What lines below hold the string "graph"? Copy them all.

"""

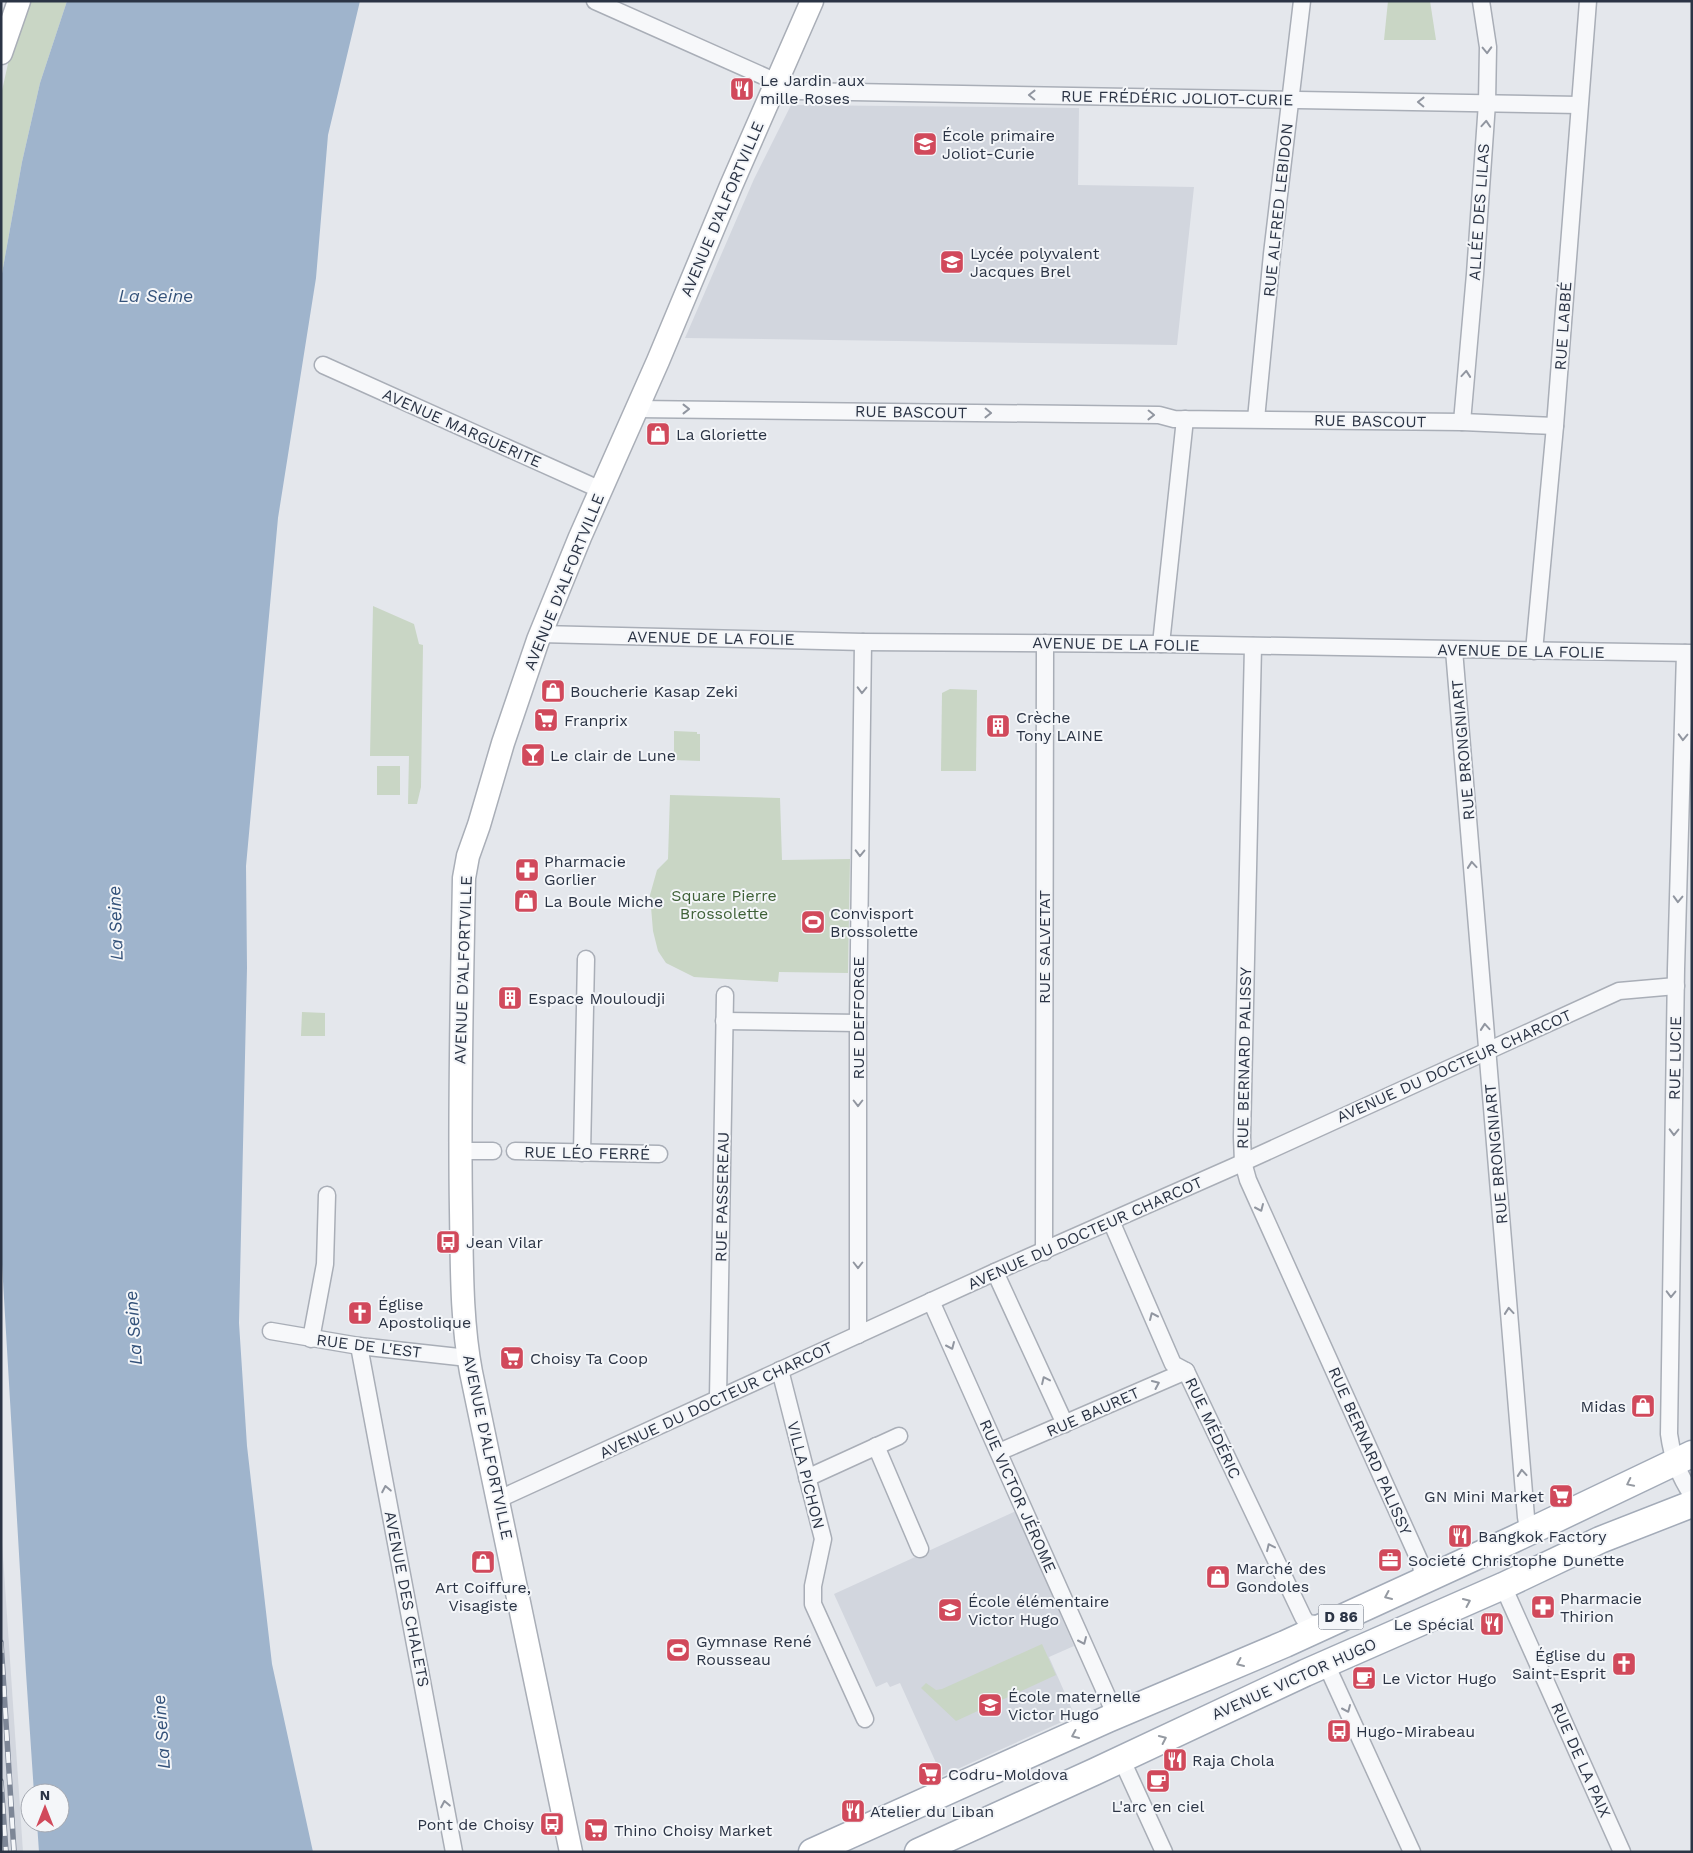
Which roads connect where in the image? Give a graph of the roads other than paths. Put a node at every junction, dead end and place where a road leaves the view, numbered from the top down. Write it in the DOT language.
graph roads {
  1 [pos="19,1"];
  2 [pos="595,1"];
  3 [pos="812,1"];
  4 [pos="1302,1"];
  5 [pos="1481,1"];
  6 [pos="1588,1"];
  7 [pos="1,53"];
  8 [pos="777,83"];
  9 [pos="1290,101"];
  10 [pos="1487,103"];
  11 [pos="1579,105"];
  12 [pos="323,365"];
  13 [pos="637,409"];
  14 [pos="1186,419"];
  15 [pos="1256,419"];
  16 [pos="1462,422"];
  17 [pos="1555,426"];
  18 [pos="601,490"];
  19 [pos="540,634"];
  20 [pos="863,642"];
  21 [pos="1045,643"];
  22 [pos="1161,644"];
  23 [pos="1253,646"];
  24 [pos="1454,650"];
  25 [pos="1534,651"];
  26 [pos="1688,653"];
  27 [pos="586,959"];
  28 [pos="1676,986"];
  29 [pos="725,995"];
  30 [pos="724,1021"];
  31 [pos="858,1023"];
  32 [pos="1487,1051"];
  33 [pos="459,1151"];
  34 [pos="493,1151"];
  35 [pos="516,1151"];
  36 [pos="582,1153"];
  37 [pos="659,1154"];
  38 [pos="1243,1162"];
  39 [pos="327,1195"];
  40 [pos="1111,1221"];
  41 [pos="1044,1252"];
  42 [pos="995,1272"];
  43 [pos="931,1302"];
  44 [pos="270,1331"];
  45 [pos="858,1335"];
  46 [pos="311,1339"];
  47 [pos="359,1346"];
  48 [pos="468,1358"];
  49 [pos="780,1370"];
  50 [pos="1186,1370"];
  51 [pos="718,1398"];
  52 [pos="1065,1424"];
  53 [pos="899,1436"];
  54 [pos="876,1446"];
  55 [pos="999,1452"];
  56 [pos="1683,1458"];
  57 [pos="807,1478"];
  58 [pos="1692,1495"];
  59 [pos="499,1499"];
  60 [pos="1692,1504"];
  61 [pos="1542,1526"];
  62 [pos="920,1549"];
  63 [pos="1421,1582"];
  64 [pos="1503,1586"];
  65 [pos="1324,1625"];
  66 [pos="1326,1664"];
  67 [pos="866,1719"];
  68 [pos="1108,1719"];
  69 [pos="1128,1756"];
  70 [pos="1005,1766"];
  71 [pos="1007,1810"];
  72 [pos="947,1815"];
  73 [pos="572,1850"];
  74 [pos="454,1852"];
  75 [pos="812,1852"];
  76 [pos="836,1852"];
  77 [pos="896,1852"];
  78 [pos="918,1852"];
  79 [pos="1164,1852"];
  80 [pos="1412,1852"];
  81 [pos="1622,1852"];
  1 -- 7 [label="main road"];
  2 -- 8 [label="street, RUE FRÉDÉRIC JOLIOT-CURIE"];
  3 -- 8 [label="main road, AVENUE D'ALFORTVILLE"];
  4 -- 9 [label="street, RUE ALFRED LEBIDON"];
  5 -- 10 [label="street, ALLÉE DES LILAS, one-way"];
  6 -- 11 [label="street, RUE LABBÉ"];
  9 -- 8 [label="street, RUE FRÉDÉRIC JOLIOT-CURIE, one-way"];
  8 -- 13 [label="main road, AVENUE D'ALFORTVILLE"];
  10 -- 9 [label="street, RUE FRÉDÉRIC JOLIOT-CURIE, one-way"];
  9 -- 15 [label="street, RUE ALFRED LEBIDON"];
  10 -- 11 [label="street, RUE FRÉDÉRIC JOLIOT-CURIE"];
  16 -- 10 [label="street, ALLÉE DES LILAS, one-way"];
  11 -- 17 [label="street, RUE LABBÉ"];
  12 -- 18 [label="street, AVENUE MARGUERITE"];
  13 -- 14 [label="street, RUE BASCOUT, one-way"];
  13 -- 18 [label="main road, AVENUE D'ALFORTVILLE"];
  14 -- 15 [label="street, RUE BASCOUT"];
  14 -- 22 [label="street"];
  15 -- 16 [label="street, RUE BASCOUT"];
  16 -- 17 [label="street, RUE BASCOUT"];
  17 -- 25 [label="street, RUE LABBÉ"];
  18 -- 19 [label="main road, AVENUE D'ALFORTVILLE"];
  19 -- 20 [label="street, AVENUE DE LA FOLIE"];
  19 -- 33 [label="main road, AVENUE D'ALFORTVILLE"];
  20 -- 21 [label="street, AVENUE DE LA FOLIE"];
  20 -- 31 [label="street, RUE DEFFORGE, one-way"];
  21 -- 22 [label="street, AVENUE DE LA FOLIE"];
  21 -- 41 [label="street, RUE SALVETAT"];
  22 -- 23 [label="street, AVENUE DE LA FOLIE"];
  23 -- 24 [label="street, AVENUE DE LA FOLIE"];
  23 -- 38 [label="street, RUE BERNARD PALISSY"];
  24 -- 25 [label="street, AVENUE DE LA FOLIE"];
  32 -- 24 [label="street, RUE BRONGNIART, one-way"];
  25 -- 26 [label="street, AVENUE DE LA FOLIE"];
  26 -- 28 [label="street, RUE LUCIE, one-way"];
  27 -- 36 [label="street"];
  28 -- 32 [label="street, AVENUE DU DOCTEUR CHARCOT"];
  28 -- 56 [label="street, RUE LUCIE, one-way"];
  29 -- 30 [label="street, RUE PASSEREAU"];
  30 -- 31 [label="street"];
  30 -- 51 [label="street, RUE PASSEREAU"];
  31 -- 45 [label="street, RUE DEFFORGE, one-way"];
  32 -- 38 [label="street, AVENUE DU DOCTEUR CHARCOT"];
  61 -- 32 [label="street, RUE BRONGNIART, one-way"];
  33 -- 34 [label="street"];
  33 -- 48 [label="main road, AVENUE D'ALFORTVILLE"];
  35 -- 36 [label="street, RUE LÉO FERRÉ"];
  36 -- 37 [label="street, RUE LÉO FERRÉ"];
  38 -- 40 [label="street, AVENUE DU DOCTEUR CHARCOT"];
  38 -- 63 [label="street, RUE BERNARD PALISSY, one-way"];
  39 -- 46 [label="street"];
  40 -- 41 [label="street, AVENUE DU DOCTEUR CHARCOT"];
  50 -- 40 [label="street, RUE MÉDÉRIC, one-way"];
  41 -- 42 [label="street, AVENUE DU DOCTEUR CHARCOT"];
  42 -- 43 [label="street, AVENUE DU DOCTEUR CHARCOT"];
  52 -- 42 [label="street, one-way"];
  43 -- 45 [label="street, AVENUE DU DOCTEUR CHARCOT"];
  43 -- 55 [label="street, RUE VICTOR JÉROME, one-way"];
  44 -- 46 [label="street, RUE DE L'EST"];
  45 -- 49 [label="street, AVENUE DU DOCTEUR CHARCOT"];
  46 -- 47 [label="street, RUE DE L'EST"];
  47 -- 48 [label="street, RUE DE L'EST"];
  74 -- 47 [label="street, AVENUE DES CHALETS, one-way"];
  48 -- 59 [label="main road, AVENUE D'ALFORTVILLE"];
  49 -- 51 [label="street, AVENUE DU DOCTEUR CHARCOT"];
  49 -- 57 [label="street, VILLA PICHON"];
  52 -- 50 [label="street, RUE BAURET, one-way"];
  65 -- 50 [label="street, RUE MÉDÉRIC, one-way"];
  51 -- 59 [label="street, AVENUE DU DOCTEUR CHARCOT"];
  52 -- 55 [label="street, RUE BAURET"];
  53 -- 54 [label="street"];
  54 -- 57 [label="street"];
  54 -- 62 [label="street"];
  55 -- 68 [label="street, RUE VICTOR JÉROME, one-way"];
  56 -- 58 [label="street, RUE LUCIE"];
  56 -- 61 [label="main road, AVENUE VICTOR HUGO / D 86, one-way"];
  57 -- 67 [label="street, VILLA PICHON"];
  59 -- 73 [label="main road, AVENUE D'ALFORTVILLE"];
  60 -- 64 [label="main road, AVENUE VICTOR HUGO / D 86"];
  61 -- 63 [label="main road, AVENUE VICTOR HUGO / D 86"];
  63 -- 65 [label="main road, AVENUE VICTOR HUGO / D 86, one-way"];
  66 -- 64 [label="main road, AVENUE VICTOR HUGO / D 86, one-way"];
  64 -- 81 [label="street, RUE DE LA PAIX"];
  65 -- 68 [label="main road, AVENUE VICTOR HUGO / D 86, one-way"];
  69 -- 66 [label="main road, AVENUE VICTOR HUGO / D 86, one-way"];
  66 -- 80 [label="street, one-way"];
  68 -- 70 [label="main road, AVENUE VICTOR HUGO / D 86, one-way"];
  69 -- 71 [label="main road, AVENUE VICTOR HUGO / D 86"];
  69 -- 79 [label="street"];
  70 -- 72 [label="main road, AVENUE VICTOR HUGO / D 86"];
  70 -- 75 [label="main road, AVENUE VICTOR HUGO / D 86"];
  71 -- 72 [label="main road, AVENUE VICTOR HUGO / D 86"];
  71 -- 78 [label="main road, AVENUE VICTOR HUGO / D 86"];
  72 -- 76 [label="main road, AVENUE VICTOR HUGO / D 86"];
  72 -- 77 [label="main road, AVENUE VICTOR HUGO / D 86"];
}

"""

(Your solution):
Which roads connect where in the image? Give a graph of the roads other than paths. Put a node at every junction, dead end and place where a road leaves the view, numbered from the top down. Write it in the DOT language.
graph roads {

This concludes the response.